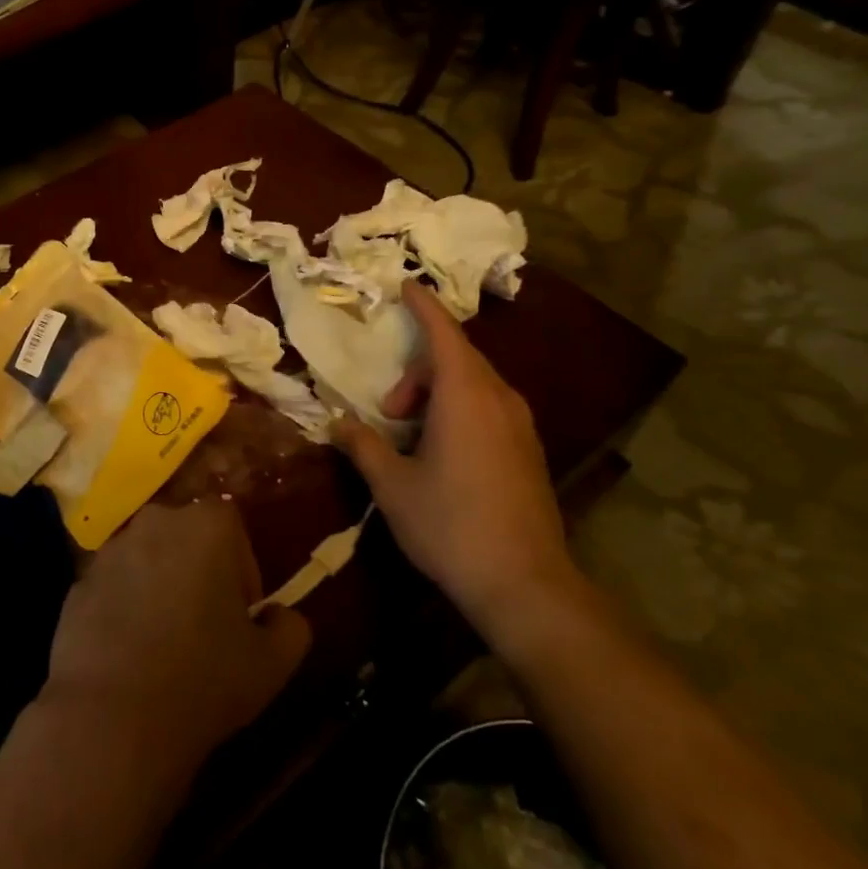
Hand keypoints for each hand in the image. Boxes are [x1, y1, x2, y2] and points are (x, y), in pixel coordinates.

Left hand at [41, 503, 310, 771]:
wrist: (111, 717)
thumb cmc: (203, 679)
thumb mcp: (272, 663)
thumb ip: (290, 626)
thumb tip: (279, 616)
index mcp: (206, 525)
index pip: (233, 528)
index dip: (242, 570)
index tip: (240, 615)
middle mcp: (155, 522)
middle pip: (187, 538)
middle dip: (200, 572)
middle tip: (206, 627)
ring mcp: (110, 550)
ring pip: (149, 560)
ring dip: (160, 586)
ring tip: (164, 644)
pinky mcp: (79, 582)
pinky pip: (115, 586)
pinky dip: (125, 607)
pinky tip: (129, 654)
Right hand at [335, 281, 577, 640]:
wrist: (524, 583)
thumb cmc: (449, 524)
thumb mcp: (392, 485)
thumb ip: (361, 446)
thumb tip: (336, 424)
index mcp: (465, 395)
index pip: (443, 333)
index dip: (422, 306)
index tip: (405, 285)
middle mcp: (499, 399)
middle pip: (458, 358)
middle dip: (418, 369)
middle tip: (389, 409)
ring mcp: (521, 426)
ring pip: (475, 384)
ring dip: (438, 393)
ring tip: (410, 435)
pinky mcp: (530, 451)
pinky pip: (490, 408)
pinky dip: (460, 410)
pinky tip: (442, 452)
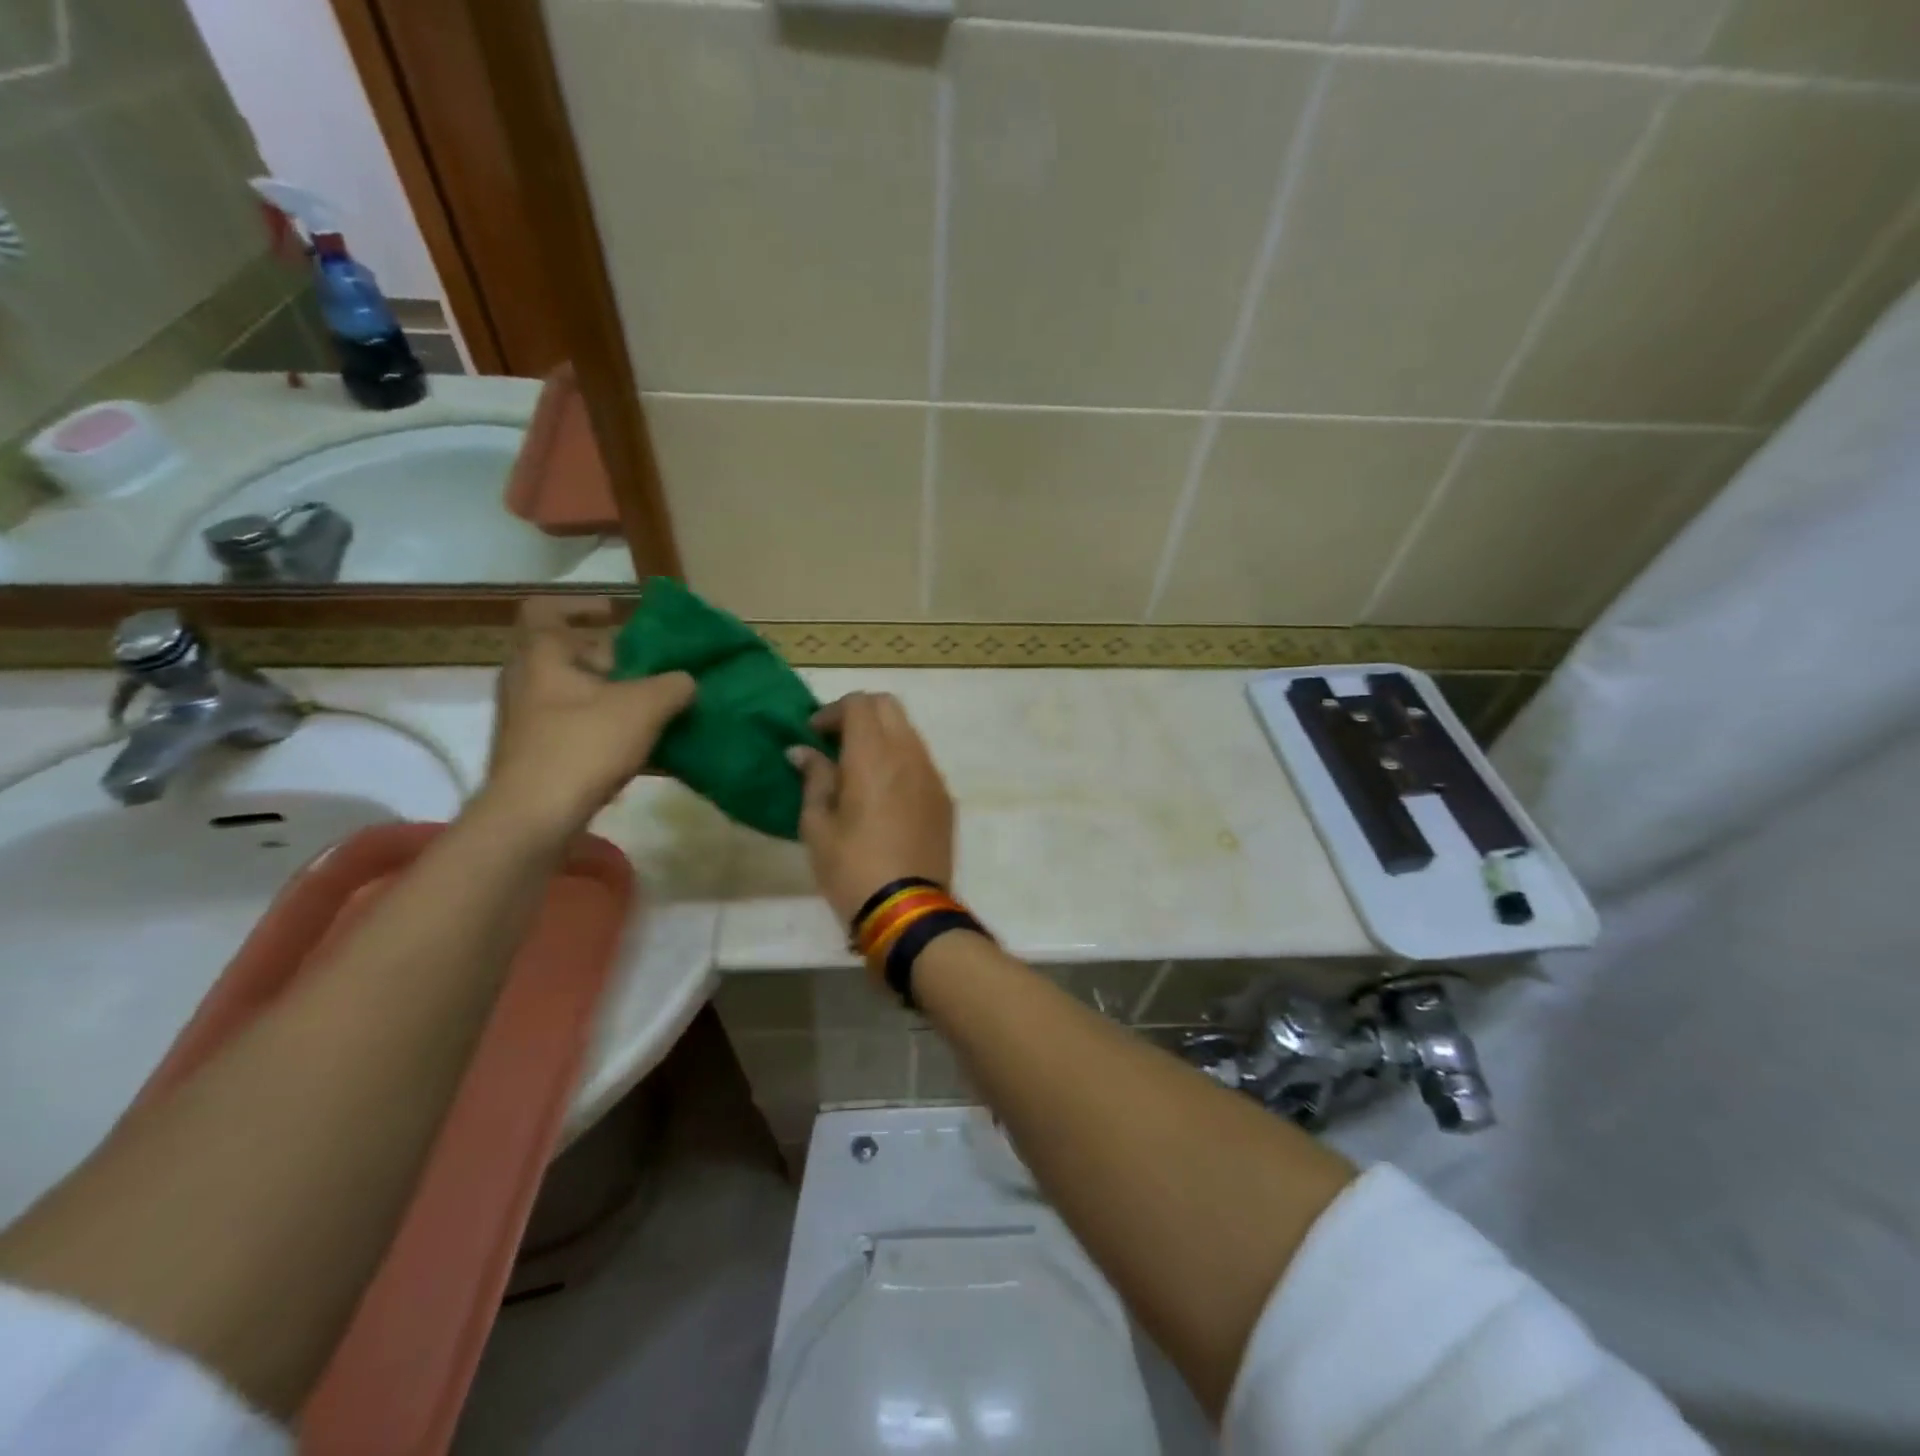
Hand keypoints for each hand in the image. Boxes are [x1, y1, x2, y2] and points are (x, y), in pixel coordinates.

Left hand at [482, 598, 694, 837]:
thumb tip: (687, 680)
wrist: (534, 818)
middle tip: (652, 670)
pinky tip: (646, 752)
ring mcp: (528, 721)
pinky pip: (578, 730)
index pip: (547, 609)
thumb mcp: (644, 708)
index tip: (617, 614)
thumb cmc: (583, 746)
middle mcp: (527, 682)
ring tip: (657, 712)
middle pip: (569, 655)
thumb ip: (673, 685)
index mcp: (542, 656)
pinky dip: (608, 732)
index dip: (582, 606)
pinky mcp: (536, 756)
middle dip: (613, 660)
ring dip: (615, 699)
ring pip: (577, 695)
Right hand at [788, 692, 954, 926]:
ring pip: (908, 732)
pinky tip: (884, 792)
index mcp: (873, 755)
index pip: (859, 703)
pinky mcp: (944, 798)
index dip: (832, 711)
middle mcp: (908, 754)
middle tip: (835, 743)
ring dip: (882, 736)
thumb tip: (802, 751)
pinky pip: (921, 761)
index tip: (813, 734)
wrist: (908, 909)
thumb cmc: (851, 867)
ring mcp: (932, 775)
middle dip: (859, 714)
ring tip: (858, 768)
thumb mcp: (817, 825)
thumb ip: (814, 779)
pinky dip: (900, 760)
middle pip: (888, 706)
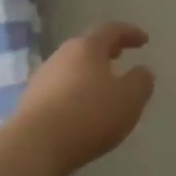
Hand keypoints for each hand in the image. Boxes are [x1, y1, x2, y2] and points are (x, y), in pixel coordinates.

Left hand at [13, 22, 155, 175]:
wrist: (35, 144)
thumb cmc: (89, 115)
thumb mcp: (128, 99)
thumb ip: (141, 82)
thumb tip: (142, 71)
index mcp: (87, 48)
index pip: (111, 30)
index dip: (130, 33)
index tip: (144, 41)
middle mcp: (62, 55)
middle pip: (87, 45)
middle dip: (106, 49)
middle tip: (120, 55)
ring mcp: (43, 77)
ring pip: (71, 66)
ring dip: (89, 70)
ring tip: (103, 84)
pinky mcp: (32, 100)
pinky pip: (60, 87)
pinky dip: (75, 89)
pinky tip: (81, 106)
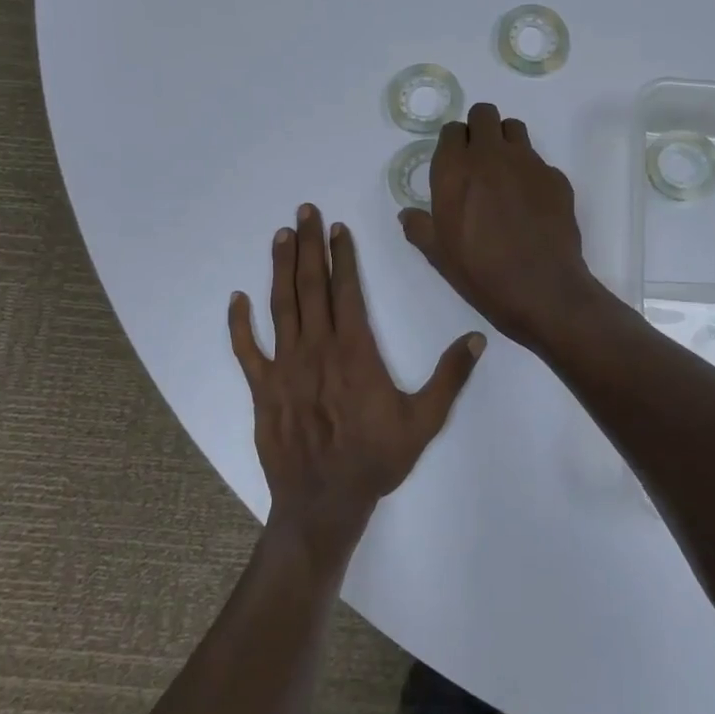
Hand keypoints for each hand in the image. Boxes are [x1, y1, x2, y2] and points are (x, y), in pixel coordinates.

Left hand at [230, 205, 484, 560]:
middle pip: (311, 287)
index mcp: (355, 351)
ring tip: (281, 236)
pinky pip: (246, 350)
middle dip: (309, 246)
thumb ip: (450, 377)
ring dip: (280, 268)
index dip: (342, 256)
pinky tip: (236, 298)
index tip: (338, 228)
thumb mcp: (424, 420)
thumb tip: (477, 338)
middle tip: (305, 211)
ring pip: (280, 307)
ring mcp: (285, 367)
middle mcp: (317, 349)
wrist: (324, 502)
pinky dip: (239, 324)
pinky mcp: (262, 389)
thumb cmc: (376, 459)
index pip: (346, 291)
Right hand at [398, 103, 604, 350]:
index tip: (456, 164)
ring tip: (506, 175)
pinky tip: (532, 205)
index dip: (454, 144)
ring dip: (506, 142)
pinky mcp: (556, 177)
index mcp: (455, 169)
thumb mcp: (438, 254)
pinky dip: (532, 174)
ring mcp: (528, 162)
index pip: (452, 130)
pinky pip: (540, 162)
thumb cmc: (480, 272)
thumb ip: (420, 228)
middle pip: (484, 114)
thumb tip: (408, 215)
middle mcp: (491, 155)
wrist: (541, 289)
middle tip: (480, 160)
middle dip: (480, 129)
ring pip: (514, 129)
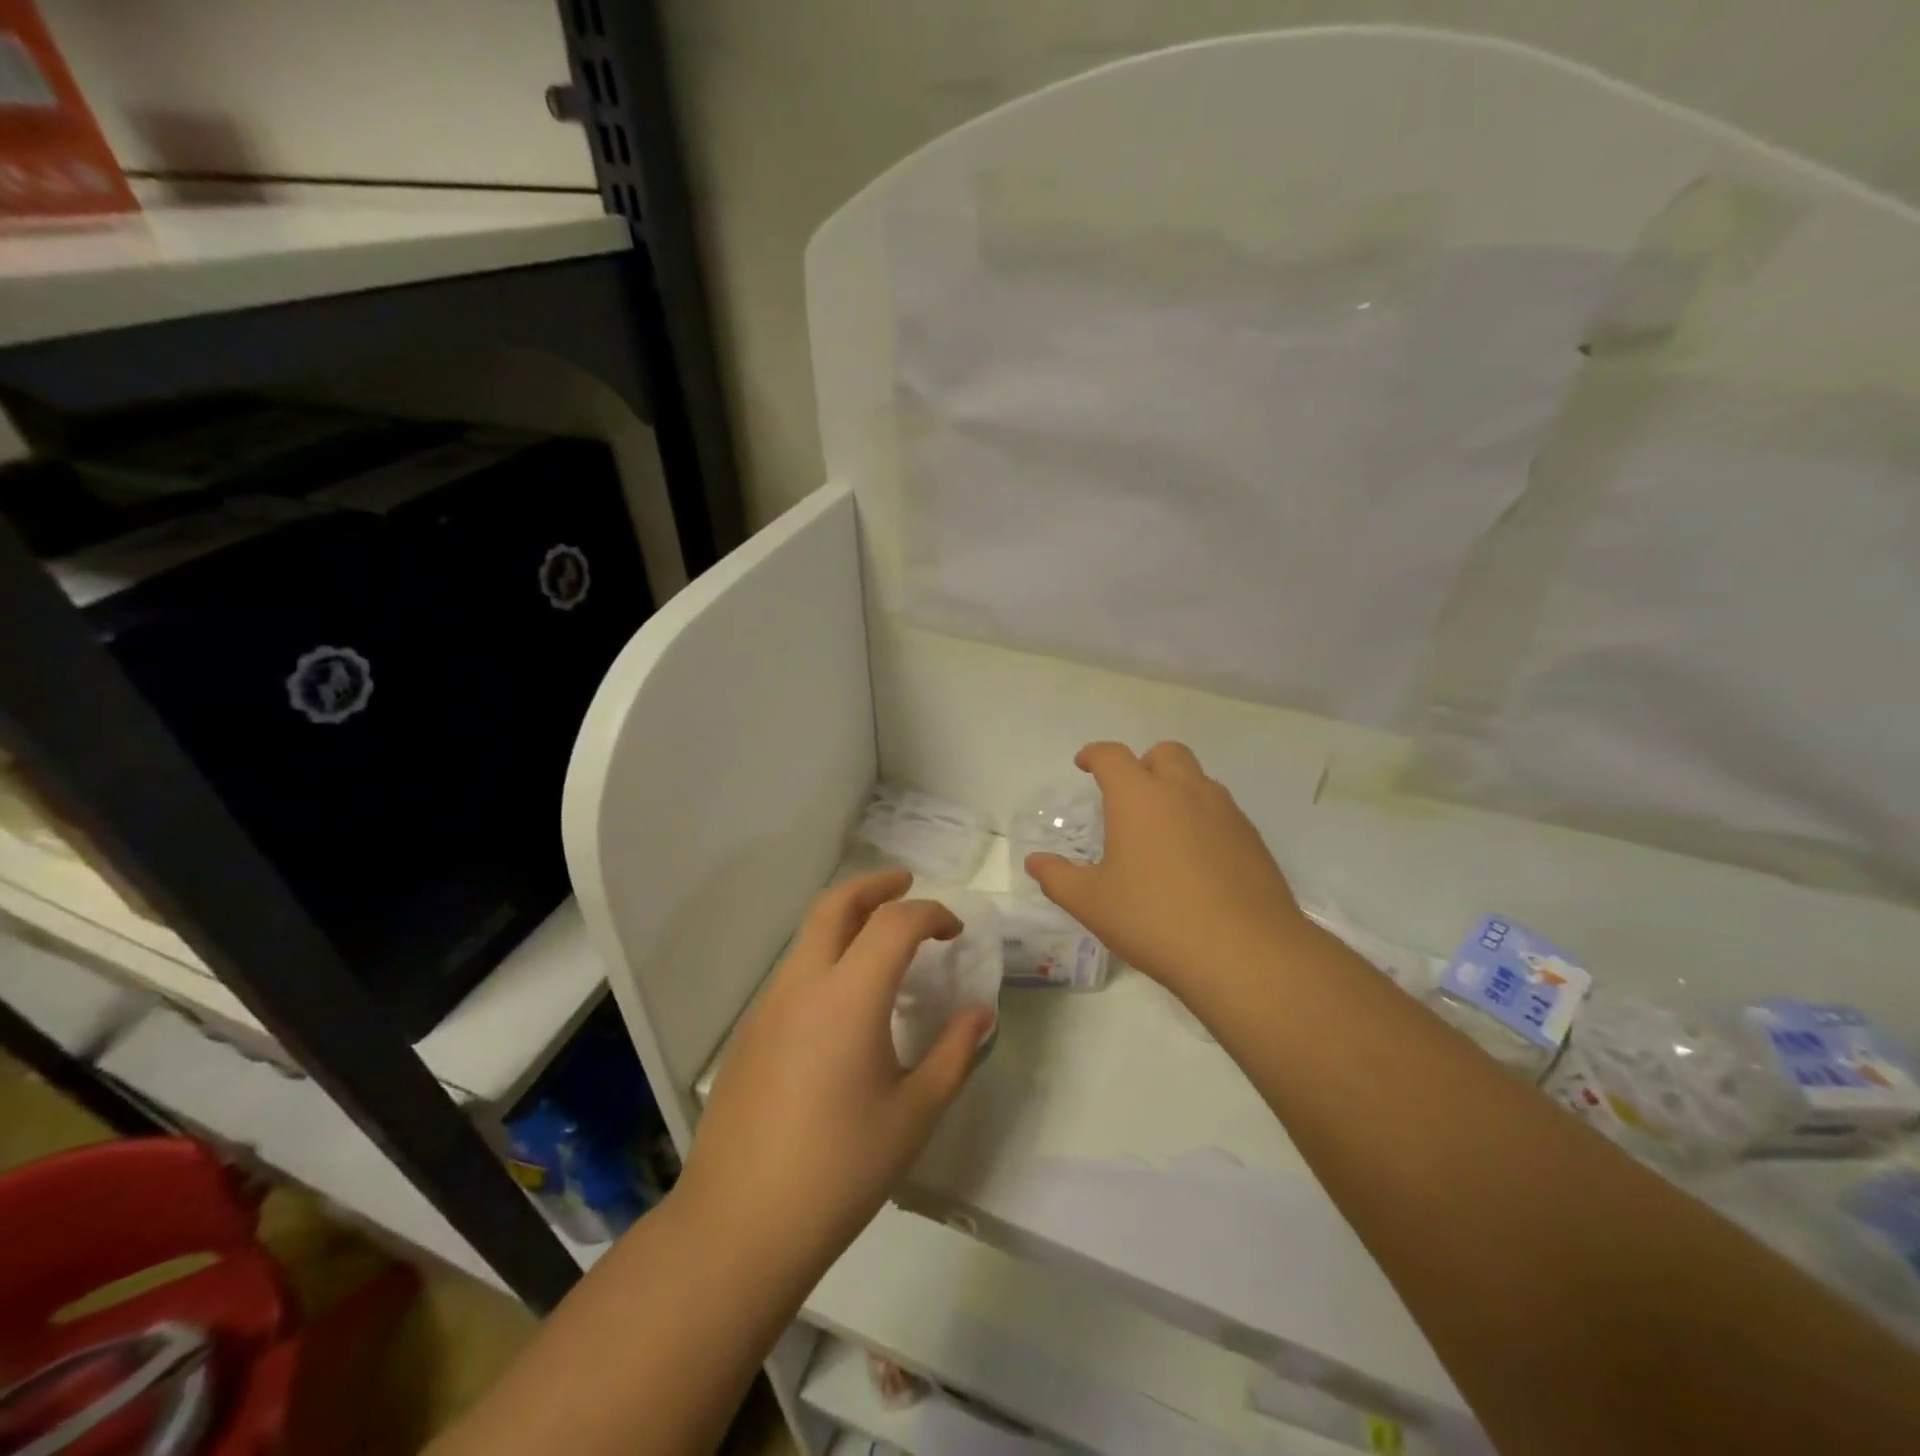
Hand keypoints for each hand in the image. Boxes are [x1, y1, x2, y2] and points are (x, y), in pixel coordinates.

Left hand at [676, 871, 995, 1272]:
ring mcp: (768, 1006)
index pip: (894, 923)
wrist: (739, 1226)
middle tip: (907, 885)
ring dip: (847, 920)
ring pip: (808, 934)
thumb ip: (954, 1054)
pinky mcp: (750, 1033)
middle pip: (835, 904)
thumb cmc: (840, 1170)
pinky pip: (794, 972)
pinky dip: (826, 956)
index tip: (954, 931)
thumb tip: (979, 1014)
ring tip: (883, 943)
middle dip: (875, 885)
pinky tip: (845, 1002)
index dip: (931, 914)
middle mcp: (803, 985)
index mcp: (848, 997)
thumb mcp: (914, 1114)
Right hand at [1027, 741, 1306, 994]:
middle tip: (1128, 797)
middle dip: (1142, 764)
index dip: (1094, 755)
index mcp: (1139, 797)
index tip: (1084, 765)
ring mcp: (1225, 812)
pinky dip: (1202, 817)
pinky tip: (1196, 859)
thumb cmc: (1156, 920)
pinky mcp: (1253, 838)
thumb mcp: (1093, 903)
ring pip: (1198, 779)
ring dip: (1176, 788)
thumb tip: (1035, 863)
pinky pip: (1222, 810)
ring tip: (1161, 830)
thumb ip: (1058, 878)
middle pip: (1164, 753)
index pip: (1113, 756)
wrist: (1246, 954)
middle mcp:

_Work to be completed_
Among the entries above, copy exactly only the lines starting with the one containing "pinky dip: (608, 732)" and going through the one containing "index tip: (813, 734)", both ends included.

_Exercise output_
pinky dip: (608, 732)
index dip: (582, 606)
pinky mcp: (536, 756)
middle dip: (613, 660)
ring dip: (615, 699)
ring pip: (577, 695)
Right hand at [788, 692, 954, 926]:
ring pip: (908, 732)
pinky tip: (884, 792)
index mcp: (873, 755)
index pip: (859, 703)
pinky mcp: (944, 798)
index dip: (832, 711)
middle mcp: (908, 754)
middle tip: (835, 743)
ring dip: (882, 736)
thumb tip: (802, 751)
pinky pip: (921, 761)
index tip: (813, 734)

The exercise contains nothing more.